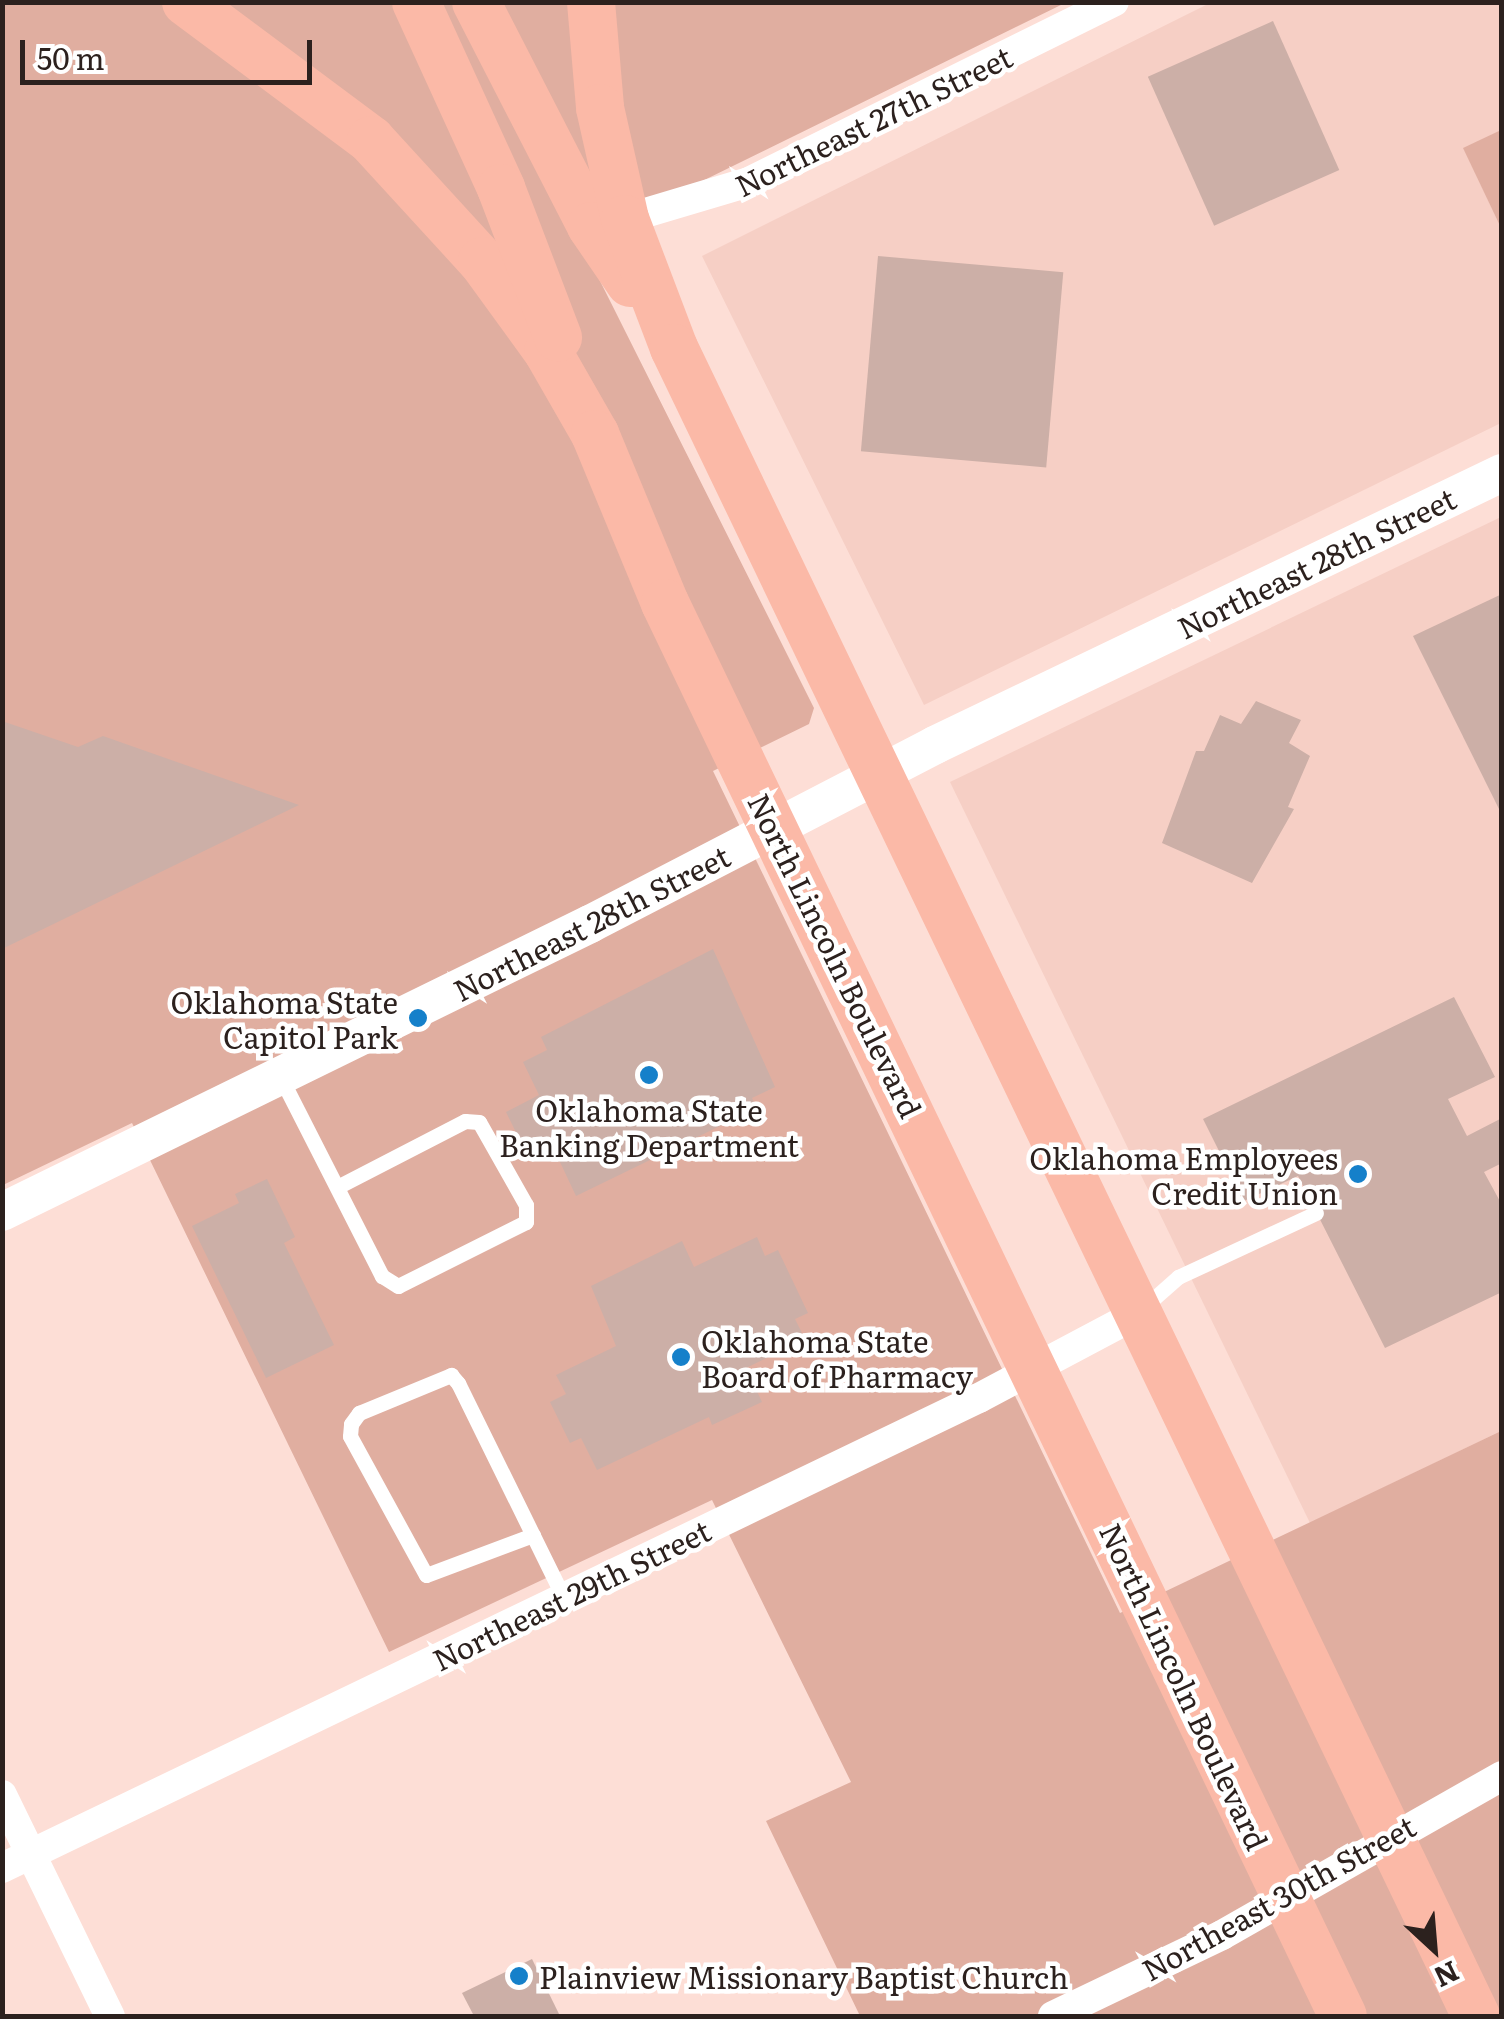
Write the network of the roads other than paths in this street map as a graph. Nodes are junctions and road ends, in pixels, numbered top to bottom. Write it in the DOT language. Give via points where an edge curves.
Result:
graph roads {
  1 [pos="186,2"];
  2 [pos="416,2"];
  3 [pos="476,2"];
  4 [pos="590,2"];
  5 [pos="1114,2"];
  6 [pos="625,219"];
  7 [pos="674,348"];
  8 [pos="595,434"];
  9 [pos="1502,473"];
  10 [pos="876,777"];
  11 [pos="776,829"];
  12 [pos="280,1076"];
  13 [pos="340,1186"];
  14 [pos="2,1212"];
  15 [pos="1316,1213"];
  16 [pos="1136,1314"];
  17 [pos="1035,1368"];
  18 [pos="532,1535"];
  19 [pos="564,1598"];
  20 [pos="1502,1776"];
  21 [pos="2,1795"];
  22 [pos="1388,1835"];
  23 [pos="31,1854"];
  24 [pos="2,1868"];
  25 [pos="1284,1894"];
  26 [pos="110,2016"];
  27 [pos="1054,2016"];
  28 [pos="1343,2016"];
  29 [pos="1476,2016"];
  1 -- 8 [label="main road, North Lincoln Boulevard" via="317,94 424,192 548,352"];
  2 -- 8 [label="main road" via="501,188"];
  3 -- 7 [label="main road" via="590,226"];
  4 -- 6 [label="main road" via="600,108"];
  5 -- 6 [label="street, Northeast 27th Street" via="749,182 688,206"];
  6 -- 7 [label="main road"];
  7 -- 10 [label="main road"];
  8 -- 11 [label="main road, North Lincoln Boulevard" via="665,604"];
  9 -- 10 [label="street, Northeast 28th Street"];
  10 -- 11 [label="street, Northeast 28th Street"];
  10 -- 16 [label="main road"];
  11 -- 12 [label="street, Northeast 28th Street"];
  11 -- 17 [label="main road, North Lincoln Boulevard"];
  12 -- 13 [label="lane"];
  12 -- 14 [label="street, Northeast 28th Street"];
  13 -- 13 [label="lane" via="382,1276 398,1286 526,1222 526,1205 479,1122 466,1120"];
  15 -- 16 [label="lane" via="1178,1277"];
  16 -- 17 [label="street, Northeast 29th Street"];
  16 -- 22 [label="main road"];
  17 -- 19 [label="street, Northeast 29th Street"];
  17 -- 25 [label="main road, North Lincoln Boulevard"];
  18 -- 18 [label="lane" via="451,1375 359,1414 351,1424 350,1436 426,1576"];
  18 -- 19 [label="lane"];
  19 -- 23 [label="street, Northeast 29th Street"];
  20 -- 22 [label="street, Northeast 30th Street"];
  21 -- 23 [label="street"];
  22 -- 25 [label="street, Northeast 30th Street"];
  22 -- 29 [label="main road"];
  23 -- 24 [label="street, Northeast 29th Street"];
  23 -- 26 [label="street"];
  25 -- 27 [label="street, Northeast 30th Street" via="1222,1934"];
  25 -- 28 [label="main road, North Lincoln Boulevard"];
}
====
_Your instructions_
Apart from the pictures, all of the data should be repeated exactly.

_Output for this task_
Write the network of the roads other than paths in this street map as a graph. Nodes are junctions and road ends, in pixels, numbered top to bottom. Write it in the DOT language. Give via points where an edge curves.
Result:
graph roads {
  1 [pos="186,2"];
  2 [pos="416,2"];
  3 [pos="476,2"];
  4 [pos="590,2"];
  5 [pos="1114,2"];
  6 [pos="625,219"];
  7 [pos="674,348"];
  8 [pos="595,434"];
  9 [pos="1502,473"];
  10 [pos="876,777"];
  11 [pos="776,829"];
  12 [pos="280,1076"];
  13 [pos="340,1186"];
  14 [pos="2,1212"];
  15 [pos="1316,1213"];
  16 [pos="1136,1314"];
  17 [pos="1035,1368"];
  18 [pos="532,1535"];
  19 [pos="564,1598"];
  20 [pos="1502,1776"];
  21 [pos="2,1795"];
  22 [pos="1388,1835"];
  23 [pos="31,1854"];
  24 [pos="2,1868"];
  25 [pos="1284,1894"];
  26 [pos="110,2016"];
  27 [pos="1054,2016"];
  28 [pos="1343,2016"];
  29 [pos="1476,2016"];
  1 -- 8 [label="main road, North Lincoln Boulevard" via="317,94 424,192 548,352"];
  2 -- 8 [label="main road" via="501,188"];
  3 -- 7 [label="main road" via="590,226"];
  4 -- 6 [label="main road" via="600,108"];
  5 -- 6 [label="street, Northeast 27th Street" via="749,182 688,206"];
  6 -- 7 [label="main road"];
  7 -- 10 [label="main road"];
  8 -- 11 [label="main road, North Lincoln Boulevard" via="665,604"];
  9 -- 10 [label="street, Northeast 28th Street"];
  10 -- 11 [label="street, Northeast 28th Street"];
  10 -- 16 [label="main road"];
  11 -- 12 [label="street, Northeast 28th Street"];
  11 -- 17 [label="main road, North Lincoln Boulevard"];
  12 -- 13 [label="lane"];
  12 -- 14 [label="street, Northeast 28th Street"];
  13 -- 13 [label="lane" via="382,1276 398,1286 526,1222 526,1205 479,1122 466,1120"];
  15 -- 16 [label="lane" via="1178,1277"];
  16 -- 17 [label="street, Northeast 29th Street"];
  16 -- 22 [label="main road"];
  17 -- 19 [label="street, Northeast 29th Street"];
  17 -- 25 [label="main road, North Lincoln Boulevard"];
  18 -- 18 [label="lane" via="451,1375 359,1414 351,1424 350,1436 426,1576"];
  18 -- 19 [label="lane"];
  19 -- 23 [label="street, Northeast 29th Street"];
  20 -- 22 [label="street, Northeast 30th Street"];
  21 -- 23 [label="street"];
  22 -- 25 [label="street, Northeast 30th Street"];
  22 -- 29 [label="main road"];
  23 -- 24 [label="street, Northeast 29th Street"];
  23 -- 26 [label="street"];
  25 -- 27 [label="street, Northeast 30th Street" via="1222,1934"];
  25 -- 28 [label="main road, North Lincoln Boulevard"];
}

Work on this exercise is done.